> _Task directions_
Which lines below hold the word "Build"? Report each one.

> _Input data_
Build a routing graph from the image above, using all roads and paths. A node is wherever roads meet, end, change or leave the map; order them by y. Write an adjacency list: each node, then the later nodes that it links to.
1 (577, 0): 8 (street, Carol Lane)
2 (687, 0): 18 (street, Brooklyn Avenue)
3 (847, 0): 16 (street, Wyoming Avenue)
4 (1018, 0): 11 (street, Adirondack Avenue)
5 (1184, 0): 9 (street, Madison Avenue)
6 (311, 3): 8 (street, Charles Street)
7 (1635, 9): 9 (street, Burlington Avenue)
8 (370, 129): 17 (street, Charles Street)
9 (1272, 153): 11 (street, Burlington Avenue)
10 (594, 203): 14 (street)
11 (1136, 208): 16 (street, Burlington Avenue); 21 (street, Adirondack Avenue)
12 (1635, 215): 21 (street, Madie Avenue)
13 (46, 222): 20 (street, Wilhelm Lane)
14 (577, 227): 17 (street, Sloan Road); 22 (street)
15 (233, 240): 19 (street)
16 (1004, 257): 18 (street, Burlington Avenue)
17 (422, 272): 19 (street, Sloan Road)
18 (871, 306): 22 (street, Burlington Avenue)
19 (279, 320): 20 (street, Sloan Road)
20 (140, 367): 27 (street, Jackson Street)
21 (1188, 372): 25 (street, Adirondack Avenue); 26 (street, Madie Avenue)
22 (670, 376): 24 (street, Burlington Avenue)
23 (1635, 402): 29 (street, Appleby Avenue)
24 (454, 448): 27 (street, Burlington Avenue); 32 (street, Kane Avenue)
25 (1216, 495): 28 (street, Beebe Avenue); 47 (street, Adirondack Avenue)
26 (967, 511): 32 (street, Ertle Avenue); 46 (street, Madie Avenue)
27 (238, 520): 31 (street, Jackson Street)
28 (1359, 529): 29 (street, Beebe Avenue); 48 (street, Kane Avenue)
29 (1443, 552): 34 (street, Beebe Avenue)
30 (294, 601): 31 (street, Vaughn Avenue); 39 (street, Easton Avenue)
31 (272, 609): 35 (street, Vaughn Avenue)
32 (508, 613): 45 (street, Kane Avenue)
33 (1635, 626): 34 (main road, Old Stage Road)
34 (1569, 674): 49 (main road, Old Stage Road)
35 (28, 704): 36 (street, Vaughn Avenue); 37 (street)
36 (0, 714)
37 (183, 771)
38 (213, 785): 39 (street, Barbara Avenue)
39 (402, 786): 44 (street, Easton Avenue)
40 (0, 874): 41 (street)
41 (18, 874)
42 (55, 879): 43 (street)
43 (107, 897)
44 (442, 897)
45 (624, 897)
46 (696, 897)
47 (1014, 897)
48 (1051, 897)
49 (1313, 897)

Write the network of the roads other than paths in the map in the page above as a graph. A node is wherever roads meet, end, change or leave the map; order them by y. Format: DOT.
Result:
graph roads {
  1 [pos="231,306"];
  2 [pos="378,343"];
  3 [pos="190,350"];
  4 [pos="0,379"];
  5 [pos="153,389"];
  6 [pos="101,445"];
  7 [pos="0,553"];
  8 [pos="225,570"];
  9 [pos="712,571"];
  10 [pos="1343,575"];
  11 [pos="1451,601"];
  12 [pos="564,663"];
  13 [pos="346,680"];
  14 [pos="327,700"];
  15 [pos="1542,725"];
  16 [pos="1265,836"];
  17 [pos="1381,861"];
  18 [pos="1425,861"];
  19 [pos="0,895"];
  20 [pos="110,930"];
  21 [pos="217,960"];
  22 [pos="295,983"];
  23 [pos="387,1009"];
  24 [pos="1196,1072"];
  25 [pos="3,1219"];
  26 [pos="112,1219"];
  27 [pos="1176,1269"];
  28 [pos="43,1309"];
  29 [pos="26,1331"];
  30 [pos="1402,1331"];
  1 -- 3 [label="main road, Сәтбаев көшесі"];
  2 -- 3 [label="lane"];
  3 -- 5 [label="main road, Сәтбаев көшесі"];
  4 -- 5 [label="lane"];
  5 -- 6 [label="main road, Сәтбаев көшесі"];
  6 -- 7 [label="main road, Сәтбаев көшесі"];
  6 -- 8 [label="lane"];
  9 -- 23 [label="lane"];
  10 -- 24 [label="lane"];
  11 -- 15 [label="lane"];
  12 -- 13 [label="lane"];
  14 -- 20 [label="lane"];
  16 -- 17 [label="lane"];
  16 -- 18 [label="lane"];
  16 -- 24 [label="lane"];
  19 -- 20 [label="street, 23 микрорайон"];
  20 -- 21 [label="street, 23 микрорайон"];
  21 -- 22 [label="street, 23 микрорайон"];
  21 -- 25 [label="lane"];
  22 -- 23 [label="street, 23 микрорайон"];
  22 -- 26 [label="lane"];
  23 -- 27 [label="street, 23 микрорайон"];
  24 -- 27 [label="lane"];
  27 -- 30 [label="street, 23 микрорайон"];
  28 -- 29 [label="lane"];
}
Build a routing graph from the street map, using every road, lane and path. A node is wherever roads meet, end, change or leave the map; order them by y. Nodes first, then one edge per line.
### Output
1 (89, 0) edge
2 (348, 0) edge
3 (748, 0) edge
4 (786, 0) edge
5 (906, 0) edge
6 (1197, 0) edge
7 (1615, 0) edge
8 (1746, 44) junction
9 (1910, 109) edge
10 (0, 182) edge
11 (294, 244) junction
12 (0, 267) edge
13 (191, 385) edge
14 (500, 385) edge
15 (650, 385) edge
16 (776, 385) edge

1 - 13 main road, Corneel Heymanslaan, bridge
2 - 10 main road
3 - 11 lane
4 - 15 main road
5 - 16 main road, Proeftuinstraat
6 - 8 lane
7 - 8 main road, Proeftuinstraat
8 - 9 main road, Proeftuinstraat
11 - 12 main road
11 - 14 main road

> _Task output_
Build a routing graph from the image above, using all roads and paths. A node is wherever roads meet, end, change or leave the map; order them by y. Write an adjacency list: each node, then the later nodes that it links to.
Build a routing graph from the street map, using every road, lane and path. A node is wherever roads meet, end, change or leave the map; order them by y. Nodes first, then one edge per line.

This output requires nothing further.